By Michael Schwab
The New York Yankees were using a centerfield camera to steal signs during the 2018 playoffs, per a league source and multiple current Major League Baseball players.
A video obtained by me from a league source is said to show a Fastec high-speed camera, manned in centerfield of Yankees stadium, aimed on the catchers mitt to steal the hand signs from the Yankees’ opposing teams’ catcher.
In baseball, the catcher and pitcher use hand symbols between each other to call the incoming play. A certain sign may mean a fastball or an off-speed pitch, like a curve ball. If the opposing team is able to know the other team’s signs, then they would have the advantage of what pitch will come next.
How the scheme has been explained to me, per people with intimate knowledge of the process, is that the person manning the camera would decode the signs in the catcher’s hand and then send the sign to the Yankees’ dugout via a text message. The information would then be received by an Apple Watch or iPad in the dugout (iPads have been allowed in dugouts since 2016). The person in the dugout would then send the signs to the first or third base coach who’d then send the sign to the hitter.

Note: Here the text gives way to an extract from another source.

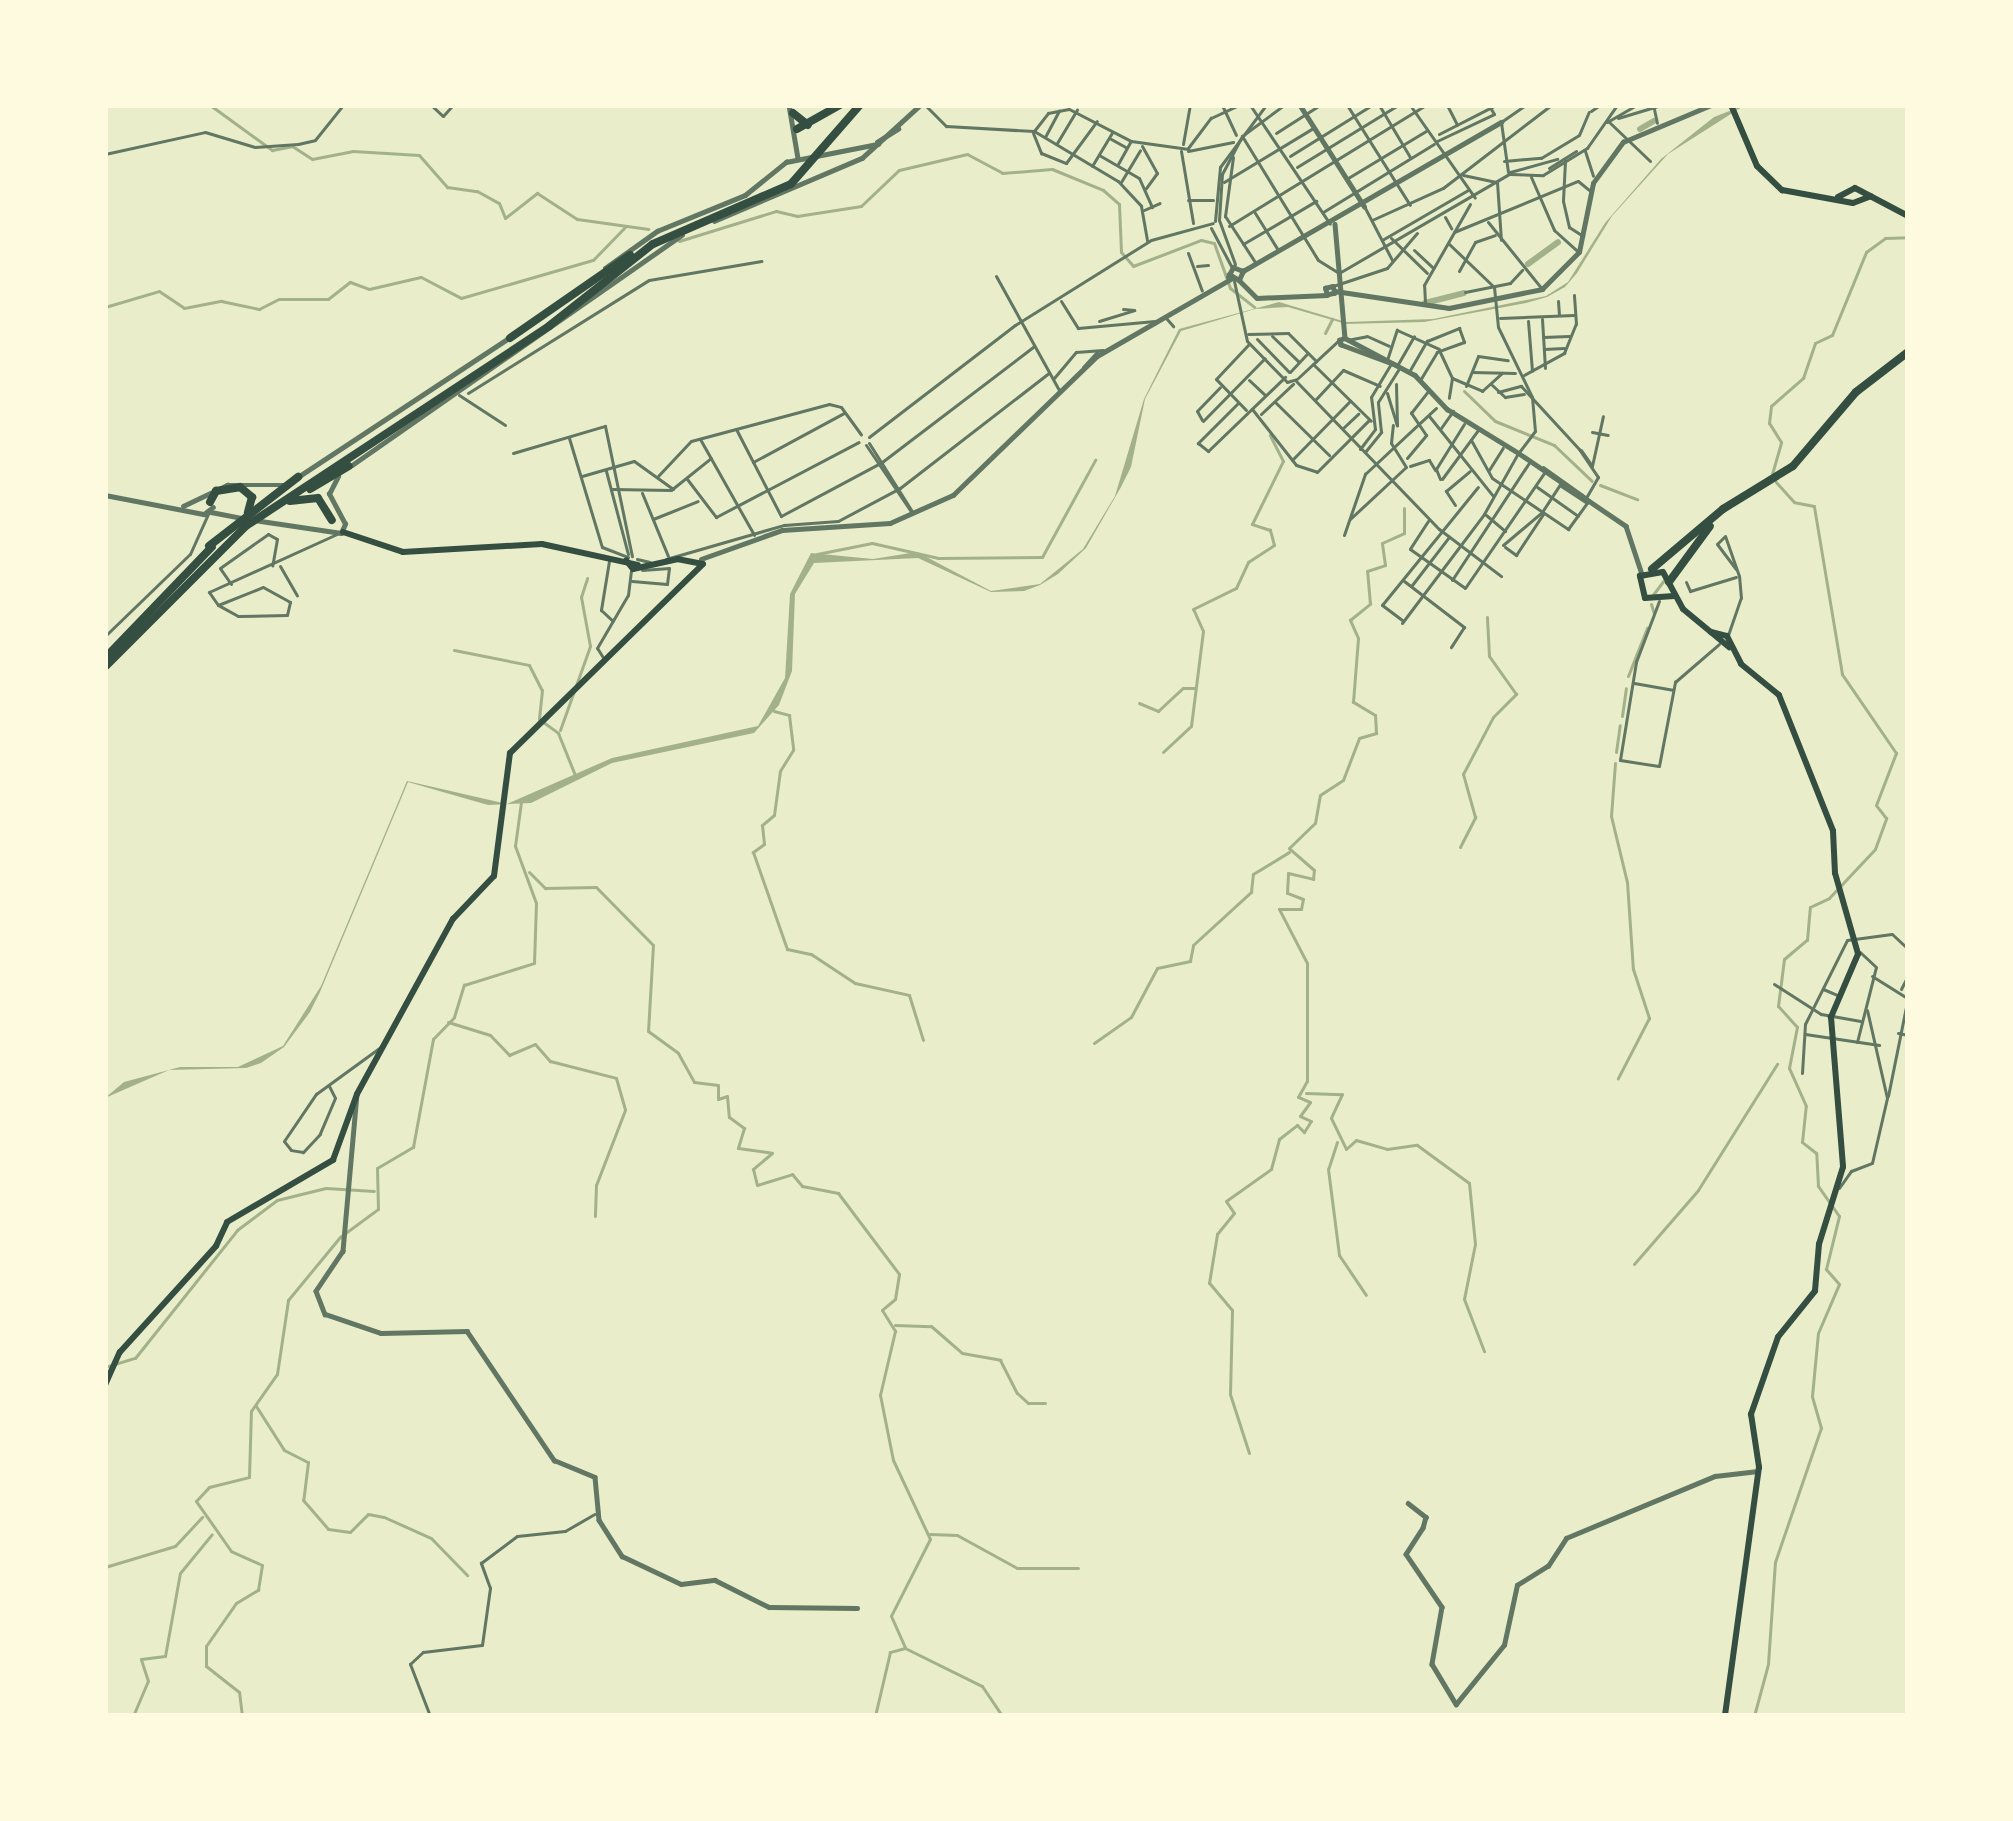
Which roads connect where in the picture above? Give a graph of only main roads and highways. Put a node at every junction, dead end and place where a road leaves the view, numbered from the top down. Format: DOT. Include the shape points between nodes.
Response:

Sign-stealing itself is not illegal, but stealing signs via use of video equipment is against regulation and has been since 1961. The process of relaying signs electronically has also been illegal but only since much recently in 2001, when Sandy Alderson, executive vice president for baseball operations of MLB at the time, sent a league wide memo banning the practice.
The scheme by the Yankees seen in the video would be deemed illegal by several regulations in place by Major League Baseball, as stated above. Rob Manfred, current commissioner of the MLB, also sent out a league wide memo warning teams not to use electronic devices to steal signs to gain a competitive advantage.
Time will only tell with what happens next after the release of this video, but several sources have told me that MLB has seen the video above and that the Yankees are currently under investigation, though I am not aware of what matter.
The rest is in the league’s hands to make the rightful decision.